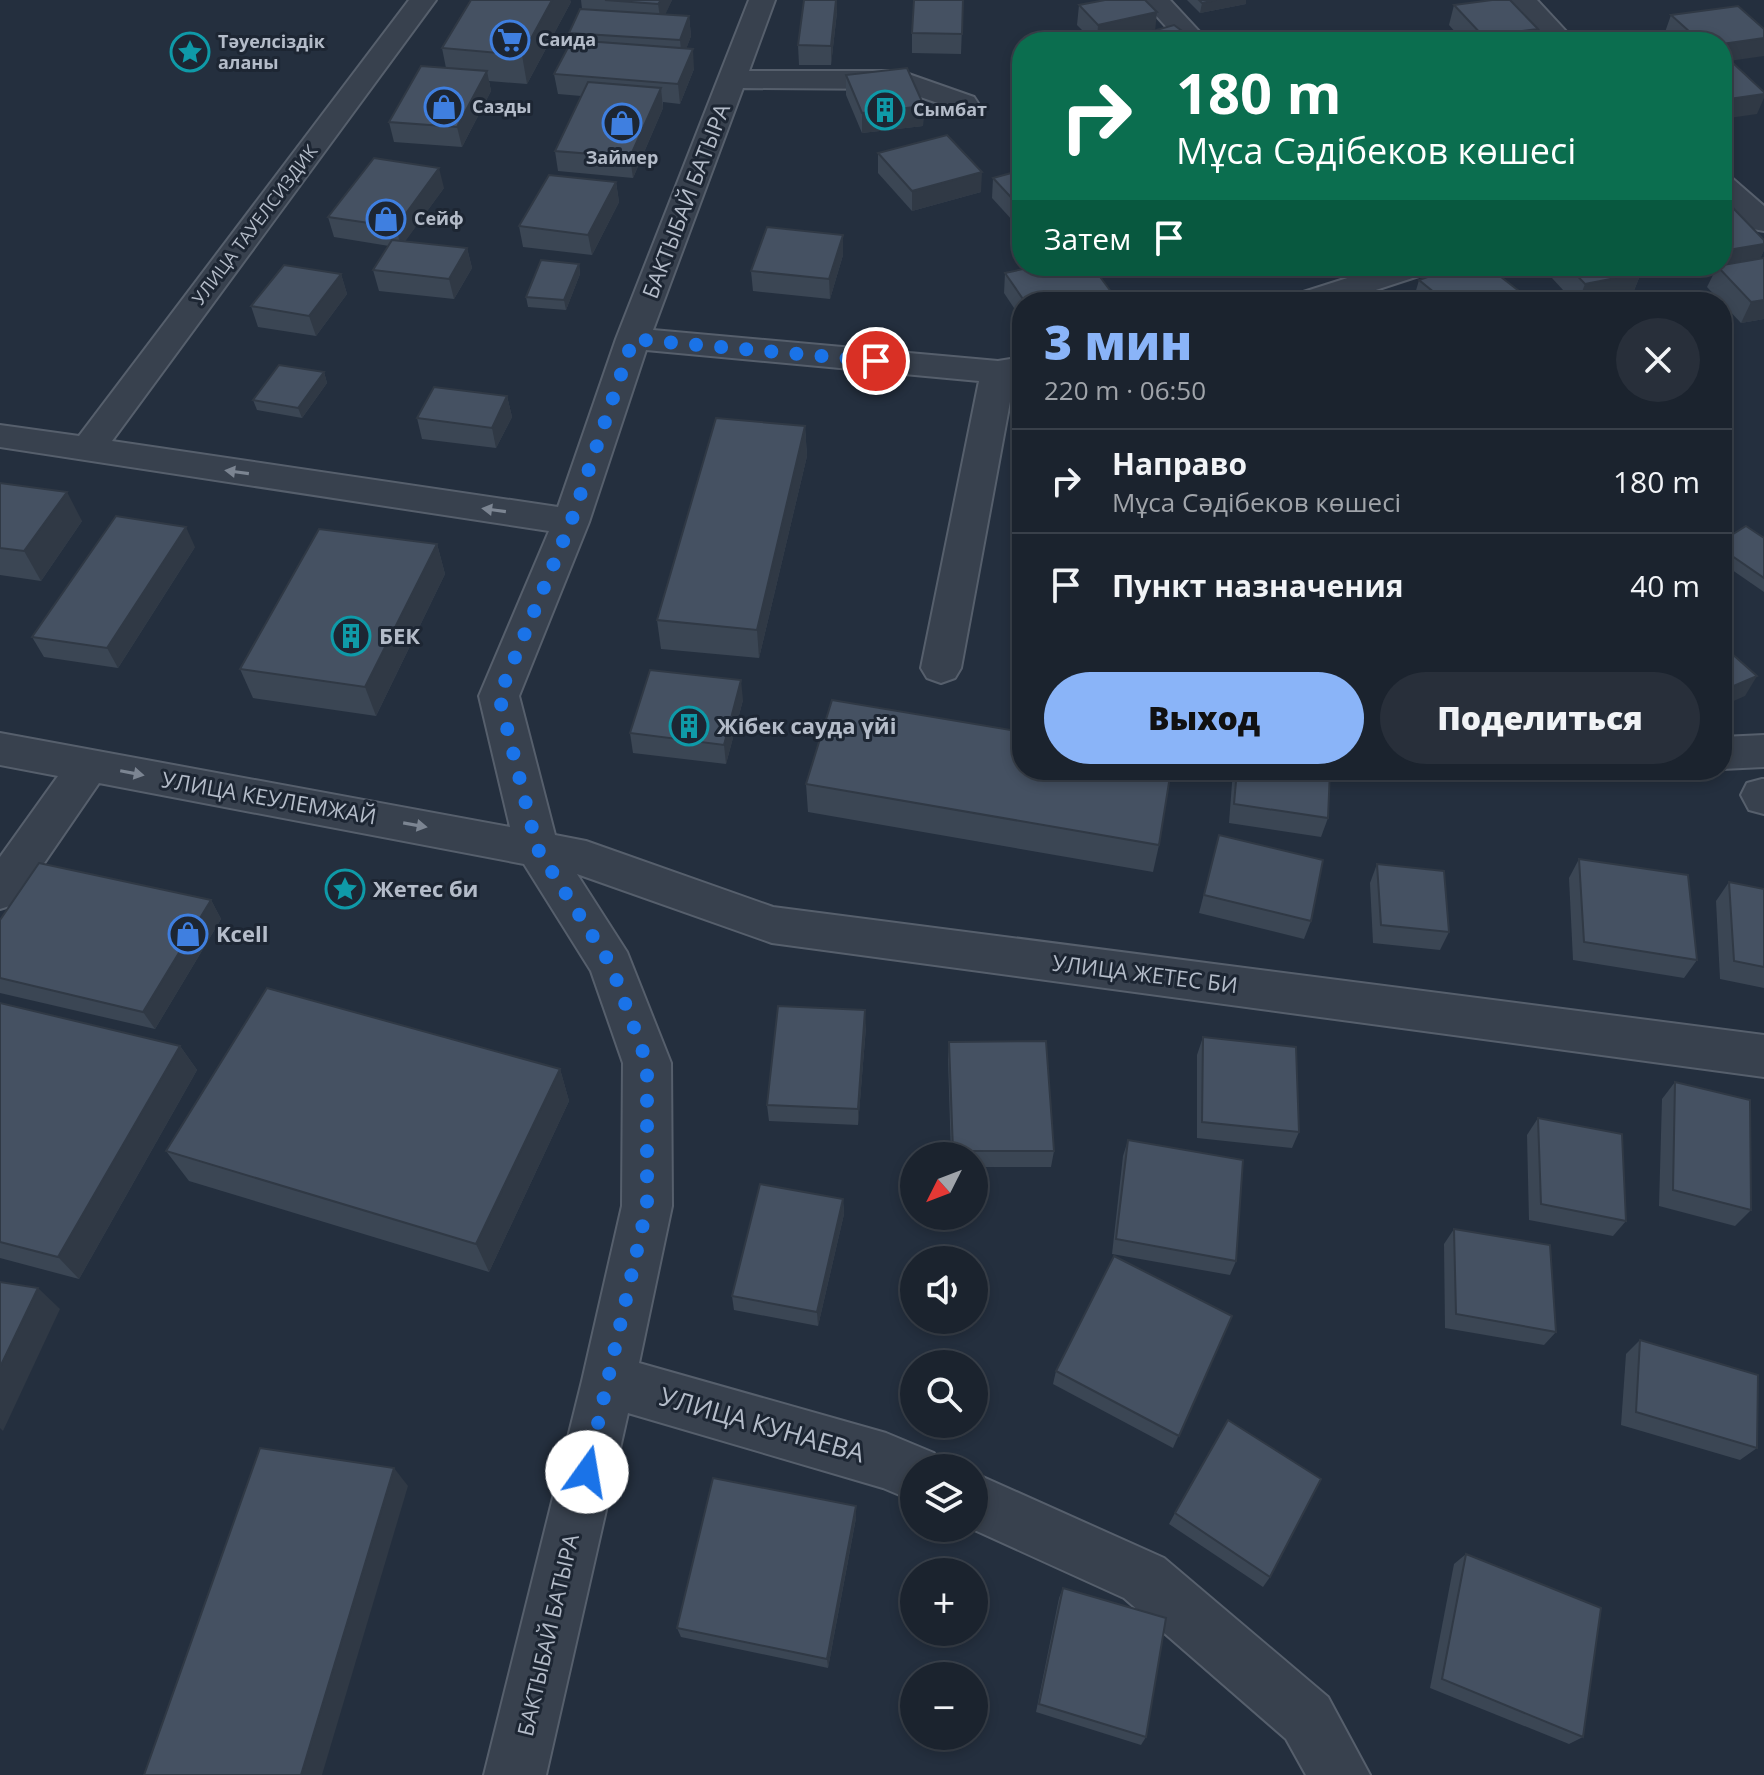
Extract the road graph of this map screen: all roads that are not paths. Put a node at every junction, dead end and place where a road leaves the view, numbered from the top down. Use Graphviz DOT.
graph roads {
  1 [pos="423,0"];
  2 [pos="762,0"];
  3 [pos="1155,0"];
  4 [pos="1522,0"];
  5 [pos="1185,32"];
  6 [pos="1552,32"];
  7 [pos="732,79"];
  8 [pos="964,103"];
  9 [pos="1386,276"];
  10 [pos="1337,292"];
  11 [pos="633,339"];
  12 [pos="1010,370"];
  13 [pos="0,436"];
  14 [pos="87,450"];
  15 [pos="571,522"];
  16 [pos="941,668"];
  17 [pos="0,749"];
  18 [pos="1764,751"];
  19 [pos="1732,753"];
  20 [pos="89,765"];
  21 [pos="537,848"];
  22 [pos="0,891"];
  23 [pos="1764,1056"];
  24 [pos="609,1381"];
  25 [pos="900,1467"];
  26 [pos="988,1507"];
  27 [pos="515,1775"];
  28 [pos="1339,1775"];
  1 -- 14 [label="street, УЛИЦА ТАУЕЛСИЗДИК"];
  2 -- 7 [label="street, БАКТЫБАЙ БАТЫРА"];
  3 -- 5 [label="street"];
  4 -- 6 [label="street"];
  7 -- 8 [label="street"];
  7 -- 11 [label="street, БАКТЫБАЙ БАТЫРА"];
  9 -- 10 [label="street"];
  11 -- 12 [label="street"];
  11 -- 15 [label="street, БАКТЫБАЙ БАТЫРА"];
  12 -- 16 [label="street"];
  13 -- 14 [label="street"];
  15 -- 14 [label="street, one-way"];
  15 -- 21 [label="street, БАКТЫБАЙ БАТЫРА"];
  17 -- 20 [label="street, УЛИЦА КЕУЛЕМЖАЙ"];
  18 -- 19 [label="street"];
  20 -- 21 [label="street, УЛИЦА КЕУЛЕМЖАЙ, one-way"];
  20 -- 22 [label="street"];
  21 -- 23 [label="street, УЛИЦА ЖЕТЕС БИ"];
  21 -- 24 [label="street, БАКТЫБАЙ БАТЫРА"];
  24 -- 25 [label="street, УЛИЦА КУНАЕВА"];
  24 -- 27 [label="street, БАКТЫБАЙ БАТЫРА"];
  26 -- 28 [label="street"];
}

=== Task prompt ===
The answer must be an exact copy of the records above, with the pictures left out.

=== Your solution ===
Extract the road graph of this map screen: all roads that are not paths. Put a node at every junction, dead end and place where a road leaves the view, numbered from the top down. Use Graphviz DOT.
graph roads {
  1 [pos="423,0"];
  2 [pos="762,0"];
  3 [pos="1155,0"];
  4 [pos="1522,0"];
  5 [pos="1185,32"];
  6 [pos="1552,32"];
  7 [pos="732,79"];
  8 [pos="964,103"];
  9 [pos="1386,276"];
  10 [pos="1337,292"];
  11 [pos="633,339"];
  12 [pos="1010,370"];
  13 [pos="0,436"];
  14 [pos="87,450"];
  15 [pos="571,522"];
  16 [pos="941,668"];
  17 [pos="0,749"];
  18 [pos="1764,751"];
  19 [pos="1732,753"];
  20 [pos="89,765"];
  21 [pos="537,848"];
  22 [pos="0,891"];
  23 [pos="1764,1056"];
  24 [pos="609,1381"];
  25 [pos="900,1467"];
  26 [pos="988,1507"];
  27 [pos="515,1775"];
  28 [pos="1339,1775"];
  1 -- 14 [label="street, УЛИЦА ТАУЕЛСИЗДИК"];
  2 -- 7 [label="street, БАКТЫБАЙ БАТЫРА"];
  3 -- 5 [label="street"];
  4 -- 6 [label="street"];
  7 -- 8 [label="street"];
  7 -- 11 [label="street, БАКТЫБАЙ БАТЫРА"];
  9 -- 10 [label="street"];
  11 -- 12 [label="street"];
  11 -- 15 [label="street, БАКТЫБАЙ БАТЫРА"];
  12 -- 16 [label="street"];
  13 -- 14 [label="street"];
  15 -- 14 [label="street, one-way"];
  15 -- 21 [label="street, БАКТЫБАЙ БАТЫРА"];
  17 -- 20 [label="street, УЛИЦА КЕУЛЕМЖАЙ"];
  18 -- 19 [label="street"];
  20 -- 21 [label="street, УЛИЦА КЕУЛЕМЖАЙ, one-way"];
  20 -- 22 [label="street"];
  21 -- 23 [label="street, УЛИЦА ЖЕТЕС БИ"];
  21 -- 24 [label="street, БАКТЫБАЙ БАТЫРА"];
  24 -- 25 [label="street, УЛИЦА КУНАЕВА"];
  24 -- 27 [label="street, БАКТЫБАЙ БАТЫРА"];
  26 -- 28 [label="street"];
}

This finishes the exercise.